As with just about all buildings in China, the walls were constructed of poorly laid bricks that are held together with a shoddy mortar mixture which is also smeared over the surface of the bricks to give an appearance of a poured concrete wall. If an earthquake of any magnitude over a 6 on the Richter scale ever hit most of these places they would be reduced to sand in a heart beat.

Anyway, I started looking at the electrical work that had already been roughed in and I just couldn’t believe the lack of quality and total disregard for safety that these knuckle heads had put on display. I mean, we’re talking about electrical lines running under water pipes, nothing was set for grounding, no wire nuts were used to make joint connections, no junction boxes and my favorite was the switch legs. Apparently the forgot to run a piece of conduit up the wall for light so they just took a chisel and chipped out a small trench to lay the wire in. Then they covered the wire over with mortar. This was done in multiple places.

At any rate, the lady didn’t want to pay me what I was asking for the job so it continued on as it started. I only hope she doesn’t end up getting electrocuted while taking a shower.

As for my own apartment, damn. I can’t wait to get out of this death trap and not just because of the rats either (which I think I have successfully gotten rid of).

A couple of months after we moved in I noticed the lights would grow slightly dimmer for a few moments and then return to their normal brilliance. Usually this happens when you activate another appliance that draws a considerable amount of power, but since that wasn’t the case here I became suspicious. Then one day I smelled hot wiring and I called the office. They came up and told me it was my imagination. Then a couple of weeks later the power went out and they had to come up check the breakers since the box can only be accessed by management. The ‘electrician’ shows up, takes a look in the panel and resets the breaker, but in the meantime I have taken notice of the charred plastic around the main breaker and the melted wires where the lines feed in. I pointed this out to the man and told him it must be the reason for the lights dimming in our apartment at times, but he assumed that I didn’t know what I was talking about and continued closing the box. I stopped him and took his screw driver to check the connection and upon doing so I discovered that the main lugs were loose which was causing an arch between the breaker and the wire which was also causing the wire and the plastic moulding around the breaker to melt which was the reason I had been smelling hot wiring. I told the man that the main service breaker should be replaced because it had been damaged from the loose connection and the arching. He told me it was because I had been using too much electricity.

It was all I could do to keep from laughing in his face. That surely surely qualified for stupidest comment of the year because there is no way in hell that you can use more electricity than is available. Besides, I don’t use anything in my apartment that requires high voltage or amperage.
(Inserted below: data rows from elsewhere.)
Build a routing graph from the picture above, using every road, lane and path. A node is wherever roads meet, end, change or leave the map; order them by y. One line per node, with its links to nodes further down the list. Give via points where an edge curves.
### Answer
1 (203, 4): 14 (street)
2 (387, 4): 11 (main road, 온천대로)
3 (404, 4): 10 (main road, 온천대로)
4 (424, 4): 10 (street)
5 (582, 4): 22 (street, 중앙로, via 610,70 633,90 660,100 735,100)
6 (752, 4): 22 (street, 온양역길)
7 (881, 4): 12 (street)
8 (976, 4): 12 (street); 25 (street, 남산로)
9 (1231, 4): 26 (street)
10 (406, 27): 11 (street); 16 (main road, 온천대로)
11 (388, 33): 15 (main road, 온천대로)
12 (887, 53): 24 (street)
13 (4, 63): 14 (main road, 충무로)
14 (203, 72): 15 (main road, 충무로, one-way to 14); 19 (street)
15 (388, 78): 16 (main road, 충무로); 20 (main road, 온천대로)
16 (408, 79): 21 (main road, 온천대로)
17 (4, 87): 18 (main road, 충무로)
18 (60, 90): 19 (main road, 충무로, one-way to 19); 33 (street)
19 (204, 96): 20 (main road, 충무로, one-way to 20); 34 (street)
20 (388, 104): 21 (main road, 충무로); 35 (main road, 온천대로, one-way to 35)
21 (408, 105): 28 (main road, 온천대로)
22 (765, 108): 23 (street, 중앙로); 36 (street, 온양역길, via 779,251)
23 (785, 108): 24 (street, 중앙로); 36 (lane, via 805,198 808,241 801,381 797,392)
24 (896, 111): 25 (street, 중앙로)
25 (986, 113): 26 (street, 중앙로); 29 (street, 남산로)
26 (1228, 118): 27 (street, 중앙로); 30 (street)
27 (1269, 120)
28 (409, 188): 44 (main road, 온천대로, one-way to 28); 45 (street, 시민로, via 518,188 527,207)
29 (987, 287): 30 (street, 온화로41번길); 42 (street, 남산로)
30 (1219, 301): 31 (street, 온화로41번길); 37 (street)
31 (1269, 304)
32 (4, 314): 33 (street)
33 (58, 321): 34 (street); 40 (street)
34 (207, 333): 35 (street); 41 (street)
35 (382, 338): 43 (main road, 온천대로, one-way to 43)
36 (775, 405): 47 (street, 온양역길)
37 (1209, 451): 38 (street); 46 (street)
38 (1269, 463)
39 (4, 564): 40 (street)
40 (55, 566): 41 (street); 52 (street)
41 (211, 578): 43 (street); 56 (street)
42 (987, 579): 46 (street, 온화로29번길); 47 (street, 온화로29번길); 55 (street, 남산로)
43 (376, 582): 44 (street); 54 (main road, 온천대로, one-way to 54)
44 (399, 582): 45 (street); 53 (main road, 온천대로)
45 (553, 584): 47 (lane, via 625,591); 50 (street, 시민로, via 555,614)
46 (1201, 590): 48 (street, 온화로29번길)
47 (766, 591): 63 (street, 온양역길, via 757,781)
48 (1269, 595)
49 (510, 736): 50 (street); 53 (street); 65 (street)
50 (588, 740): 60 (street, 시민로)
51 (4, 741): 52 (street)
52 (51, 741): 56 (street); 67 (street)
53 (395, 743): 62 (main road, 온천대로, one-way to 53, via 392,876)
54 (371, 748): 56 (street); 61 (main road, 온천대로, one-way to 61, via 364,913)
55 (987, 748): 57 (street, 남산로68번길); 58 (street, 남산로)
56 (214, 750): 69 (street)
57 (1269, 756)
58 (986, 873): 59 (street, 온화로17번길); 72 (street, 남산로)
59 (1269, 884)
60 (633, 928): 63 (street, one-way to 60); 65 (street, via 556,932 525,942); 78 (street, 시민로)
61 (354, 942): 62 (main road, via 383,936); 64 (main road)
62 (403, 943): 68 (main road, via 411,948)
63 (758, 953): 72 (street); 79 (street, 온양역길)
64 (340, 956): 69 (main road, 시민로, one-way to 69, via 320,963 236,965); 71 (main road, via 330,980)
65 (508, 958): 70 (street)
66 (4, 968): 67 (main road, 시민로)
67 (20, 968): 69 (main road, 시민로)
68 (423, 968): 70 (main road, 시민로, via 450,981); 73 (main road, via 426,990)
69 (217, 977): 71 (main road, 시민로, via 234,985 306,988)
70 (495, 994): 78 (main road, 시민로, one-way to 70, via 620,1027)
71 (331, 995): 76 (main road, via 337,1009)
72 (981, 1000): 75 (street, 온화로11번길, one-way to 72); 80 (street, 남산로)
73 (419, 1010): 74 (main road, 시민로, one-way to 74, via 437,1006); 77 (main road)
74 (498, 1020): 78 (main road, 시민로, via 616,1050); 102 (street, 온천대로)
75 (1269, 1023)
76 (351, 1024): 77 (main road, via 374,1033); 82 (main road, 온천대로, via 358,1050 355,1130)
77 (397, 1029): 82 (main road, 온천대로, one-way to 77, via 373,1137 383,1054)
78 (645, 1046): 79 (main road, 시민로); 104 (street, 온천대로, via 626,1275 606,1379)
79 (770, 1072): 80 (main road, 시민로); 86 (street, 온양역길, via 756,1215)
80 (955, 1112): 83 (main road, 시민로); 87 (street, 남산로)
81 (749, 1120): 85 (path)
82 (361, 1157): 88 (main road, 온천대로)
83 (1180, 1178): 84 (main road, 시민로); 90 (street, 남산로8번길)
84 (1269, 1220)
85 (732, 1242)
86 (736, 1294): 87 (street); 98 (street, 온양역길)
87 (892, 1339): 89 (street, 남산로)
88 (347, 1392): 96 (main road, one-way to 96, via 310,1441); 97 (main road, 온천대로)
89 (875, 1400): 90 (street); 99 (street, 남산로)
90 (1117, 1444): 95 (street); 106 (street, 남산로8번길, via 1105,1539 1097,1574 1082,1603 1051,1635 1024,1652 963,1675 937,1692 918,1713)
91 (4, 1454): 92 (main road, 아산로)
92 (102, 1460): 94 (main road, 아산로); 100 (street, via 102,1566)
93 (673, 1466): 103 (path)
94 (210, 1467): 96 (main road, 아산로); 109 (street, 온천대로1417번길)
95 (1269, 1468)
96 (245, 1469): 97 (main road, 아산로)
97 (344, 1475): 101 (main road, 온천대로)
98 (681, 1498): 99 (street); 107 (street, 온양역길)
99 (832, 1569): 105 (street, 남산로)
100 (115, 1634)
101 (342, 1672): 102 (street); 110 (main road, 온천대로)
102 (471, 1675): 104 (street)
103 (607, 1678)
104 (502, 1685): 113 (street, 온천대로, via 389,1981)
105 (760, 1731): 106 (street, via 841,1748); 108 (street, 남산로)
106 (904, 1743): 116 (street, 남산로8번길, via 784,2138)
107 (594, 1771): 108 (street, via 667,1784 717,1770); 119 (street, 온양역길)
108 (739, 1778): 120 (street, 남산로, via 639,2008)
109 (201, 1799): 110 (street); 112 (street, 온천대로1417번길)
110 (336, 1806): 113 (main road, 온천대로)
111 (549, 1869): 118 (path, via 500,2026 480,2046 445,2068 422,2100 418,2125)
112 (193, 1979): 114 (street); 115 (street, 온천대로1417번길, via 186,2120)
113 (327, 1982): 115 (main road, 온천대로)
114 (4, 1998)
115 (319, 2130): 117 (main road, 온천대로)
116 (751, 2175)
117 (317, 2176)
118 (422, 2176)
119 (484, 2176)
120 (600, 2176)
Anyway, he left and when I told my wife about it she said “oh then we shouldn’t use so much energy”. Somebody please fucking shoot me. Bless her heart, she’s just naive and accustomed to believing everything authorities tell her. Thankfully she came around after I explained everything to her in a long and tiring discussion.

All went well for a couple of weeks and then the power went out. I call down to the office and sparky comes back up to have a look. Opens the box, looks around and says “you need to have that main service breaker replaced, it’s gone bad. I figured it wouldn’t do me any good to remind the little genius that I pointed that out a couple of fucking weeks ago. Then of course he told me the cause of the problem – I had been using too much electricity. I just looked at him and nodded my head.

So, they replaced the main service breaker and ever since our electric bill has been running suspiciously higher.

Also, we can’t seem to keep a freaking light bulb longer than a week. Sometimes when I hit the switch to turn on the lights in the bathroom, one of the bulbs blows and throws the main circuit breaker to the entire apartment. You’d think sparky would get suspicious as to why the breaker keeps tripping, but noooope. He’s clueless as the day he was born.

I just replaced the light bulb above the stove yesterday and when I opened the door to the refrigerator, the light inside blew out.

sigh.

August 26, 2005 @ 3:37 am | Comment

haha..I think my comment/rant might have been longer than the original posting.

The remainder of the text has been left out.